Every Friday from now until football season begins, I give this post up to you. You give me your favorite, most memorable, funniest, saddest, whatever story related to UK athletics. It doesn’t have to be any minimum length although the person who send me a 1-sentence post probably will not make it. But I just want the story that you always tell your friends or means the most to you. You don’t have to use your name. Just send it to me at [email protected] Here is a very good one from last year:
“Good God!” I thought to myself as I gazed upon the orgiastic sea of revelers, knee deep in mud and smelling of charcoal smoke and bourbon. Some flung bags of corn in an errant attempts to crush the souls of men who only moments before were close friends. Others burned questionable animal parts on sacrificial flames, to curry favor with some enigmatic pigskin gods. “All this for a team that has never even won their side of the conference,” I whispered to my bewildered companion. As she, nauseous from the road, contemplated which green plastic cubicle would contain the least amount of feces and bile.
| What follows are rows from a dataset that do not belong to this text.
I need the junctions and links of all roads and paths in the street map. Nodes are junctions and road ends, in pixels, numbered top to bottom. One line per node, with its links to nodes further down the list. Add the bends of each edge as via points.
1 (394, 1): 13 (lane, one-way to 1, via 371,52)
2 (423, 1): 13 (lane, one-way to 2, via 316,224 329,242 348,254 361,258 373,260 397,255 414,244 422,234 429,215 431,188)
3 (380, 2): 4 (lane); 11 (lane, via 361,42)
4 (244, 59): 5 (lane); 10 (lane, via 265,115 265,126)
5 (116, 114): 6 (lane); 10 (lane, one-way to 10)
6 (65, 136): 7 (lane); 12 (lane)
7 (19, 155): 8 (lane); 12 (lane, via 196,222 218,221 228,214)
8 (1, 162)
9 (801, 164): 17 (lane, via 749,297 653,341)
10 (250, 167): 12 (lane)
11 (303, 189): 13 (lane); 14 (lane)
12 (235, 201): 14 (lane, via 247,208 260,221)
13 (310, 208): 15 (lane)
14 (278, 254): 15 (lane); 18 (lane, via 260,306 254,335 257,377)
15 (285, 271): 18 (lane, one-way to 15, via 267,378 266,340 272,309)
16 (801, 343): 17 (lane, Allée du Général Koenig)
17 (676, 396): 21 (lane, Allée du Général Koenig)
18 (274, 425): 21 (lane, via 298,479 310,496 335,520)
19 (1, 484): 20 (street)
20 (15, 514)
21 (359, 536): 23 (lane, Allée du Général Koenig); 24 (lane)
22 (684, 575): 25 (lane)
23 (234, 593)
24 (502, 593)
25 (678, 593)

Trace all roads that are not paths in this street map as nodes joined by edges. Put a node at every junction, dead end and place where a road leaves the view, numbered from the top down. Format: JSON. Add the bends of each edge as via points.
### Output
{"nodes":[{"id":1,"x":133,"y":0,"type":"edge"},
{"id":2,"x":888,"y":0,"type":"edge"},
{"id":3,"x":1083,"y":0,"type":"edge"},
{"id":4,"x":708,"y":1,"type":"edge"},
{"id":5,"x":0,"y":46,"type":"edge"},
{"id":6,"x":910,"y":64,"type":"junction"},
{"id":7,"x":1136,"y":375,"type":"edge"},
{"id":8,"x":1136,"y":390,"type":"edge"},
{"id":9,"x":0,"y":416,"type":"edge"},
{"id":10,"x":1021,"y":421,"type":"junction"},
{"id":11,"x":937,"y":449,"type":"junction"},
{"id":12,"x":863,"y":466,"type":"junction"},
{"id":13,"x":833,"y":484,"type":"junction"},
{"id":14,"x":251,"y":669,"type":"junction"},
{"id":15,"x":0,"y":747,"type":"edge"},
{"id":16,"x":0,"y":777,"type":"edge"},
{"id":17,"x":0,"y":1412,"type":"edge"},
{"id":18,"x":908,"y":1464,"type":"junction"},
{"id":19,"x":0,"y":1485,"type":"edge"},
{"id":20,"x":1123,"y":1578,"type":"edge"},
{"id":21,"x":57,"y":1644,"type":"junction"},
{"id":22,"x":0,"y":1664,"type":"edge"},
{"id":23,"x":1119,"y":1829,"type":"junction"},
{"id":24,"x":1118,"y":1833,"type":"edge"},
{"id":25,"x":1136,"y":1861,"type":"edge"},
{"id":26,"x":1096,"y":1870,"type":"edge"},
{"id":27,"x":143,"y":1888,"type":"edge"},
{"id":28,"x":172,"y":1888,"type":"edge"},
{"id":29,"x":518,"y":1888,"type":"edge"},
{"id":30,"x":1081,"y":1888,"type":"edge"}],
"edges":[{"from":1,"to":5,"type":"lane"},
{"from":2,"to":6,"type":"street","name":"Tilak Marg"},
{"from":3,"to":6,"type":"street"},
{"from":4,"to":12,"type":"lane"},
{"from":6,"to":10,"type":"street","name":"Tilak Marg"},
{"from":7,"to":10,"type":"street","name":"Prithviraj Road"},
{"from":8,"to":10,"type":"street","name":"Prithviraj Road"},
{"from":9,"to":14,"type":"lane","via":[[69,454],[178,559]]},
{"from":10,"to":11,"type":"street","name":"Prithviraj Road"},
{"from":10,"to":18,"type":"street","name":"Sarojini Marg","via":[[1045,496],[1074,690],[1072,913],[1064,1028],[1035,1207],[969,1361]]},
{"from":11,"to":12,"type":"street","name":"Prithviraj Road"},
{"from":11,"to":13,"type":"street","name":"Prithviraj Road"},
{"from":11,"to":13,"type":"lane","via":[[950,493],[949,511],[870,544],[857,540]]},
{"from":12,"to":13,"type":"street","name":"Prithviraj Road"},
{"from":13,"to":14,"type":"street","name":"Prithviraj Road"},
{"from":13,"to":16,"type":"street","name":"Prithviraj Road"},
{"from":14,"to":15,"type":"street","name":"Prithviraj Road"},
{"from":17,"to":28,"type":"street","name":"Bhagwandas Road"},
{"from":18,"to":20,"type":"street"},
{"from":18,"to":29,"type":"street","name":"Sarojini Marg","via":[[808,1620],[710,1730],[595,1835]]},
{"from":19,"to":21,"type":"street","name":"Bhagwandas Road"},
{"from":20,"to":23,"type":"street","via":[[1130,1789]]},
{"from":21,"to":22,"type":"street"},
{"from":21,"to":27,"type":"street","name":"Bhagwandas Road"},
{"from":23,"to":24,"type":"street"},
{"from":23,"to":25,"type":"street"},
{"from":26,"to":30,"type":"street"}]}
The road had been long and difficult for my companion as she suffered from a number of nausea inducing ailments, not the least of which was a hangover produced from too much wine and merry making the night before. Despite her particular short comings, she was a most excellent travelling companion as we barreled down a crowded ribbon of concrete and steal towards a sporting event that played second fiddle to the bombastic hedonism that preceded it.
The Orange Lot is a strange place, littered with all kinds of debauched heathens clad in one shade of blue or another. The men drink lustily from cans and bottles while the women try to maintain some air of elegance despite the muck and the heat of the sun. It’s a surreal scene, at once disturbing and beautiful.
Competing songs waft in on the breeze from tailgaters intent on sharing their particular brand of musical torture with the crowd. Like an unwanted groping in the backseat of a car on prom night, the music forces itself on you. “God Damn! When will that interminable Miley Cyrus song stop being popular!” But the music is essential. It’s the thumping tribal beat that increases the ferocity of alcohol consumption. First, to dull the intensity of “Rockin’ in the USA” and then to enhance its endorphin releasing chorus.
My companion and I quickly stake out our own private space and then decorate it with all the accoutrements of a French Salon. The nylon chairs that at once become our seat and our sign to the natives that this is our space. Our square of grass here in this mad world of swirling grill smoke, alcohol fumes, and Miley Cyrus music. “Stay back you! The space behind this great steal behemoth until the edge of the chairs is ours!”
The beer flows freely and my companion and I slowly lower our guard around the natives. A small round man appears at the edge of our land. “Hello,” he salutes. A conversation begins for no more reason than that he is parked next to us. It’s only now that I realize the enormity of his spread. Great quantities of tailgaters surround a tent so big that he could have been a Ringling brother. An endless row of plastic tables was covered with a veritable Noah’s Ark of comestibles. It seems this odd round fellow puts on a spread like this for every home game. He only wandered over to escape the very people he was catering too.
This ambassador from one car over noticed the sickly blue glow from the LCD on the child pacification system in the vehicle. “You got a VCR in there?” he asked with eyes that seemed to spring to life at the thought. I did not have the heart to tell the man that cars made after 2001 generally did not contain VCRs. But before I could speak, he continued. “Cause if you have a VCR in there, I’ve got some porn in the truck.” The words spilled out of his round mouth as casually as if he was offering me a drink of water on a hot day. Suddenly I felt trapped out there in the open. Had this short round man just offered me pornography to watch in the middle of field, in the middle of the day, in the middle of a crowd? My mouth moved slowly as my brain strained for words to delicately extricate myself from the situation.
“Let me make sure its still there.” He turned towards his truck and fumbled in the bed for a moment. “Yup, still there.” There could be no more perfect metaphor for the Orange Lot than this. Hell yes! Let’s fire up that porn here in the middle of the crowd. And watch as some sweaty steroid addled cretin abused some poor teenager with daddy issues. This is the Orange Lot, by God! It’s a surreal scene, beautiful and disturbing all at once.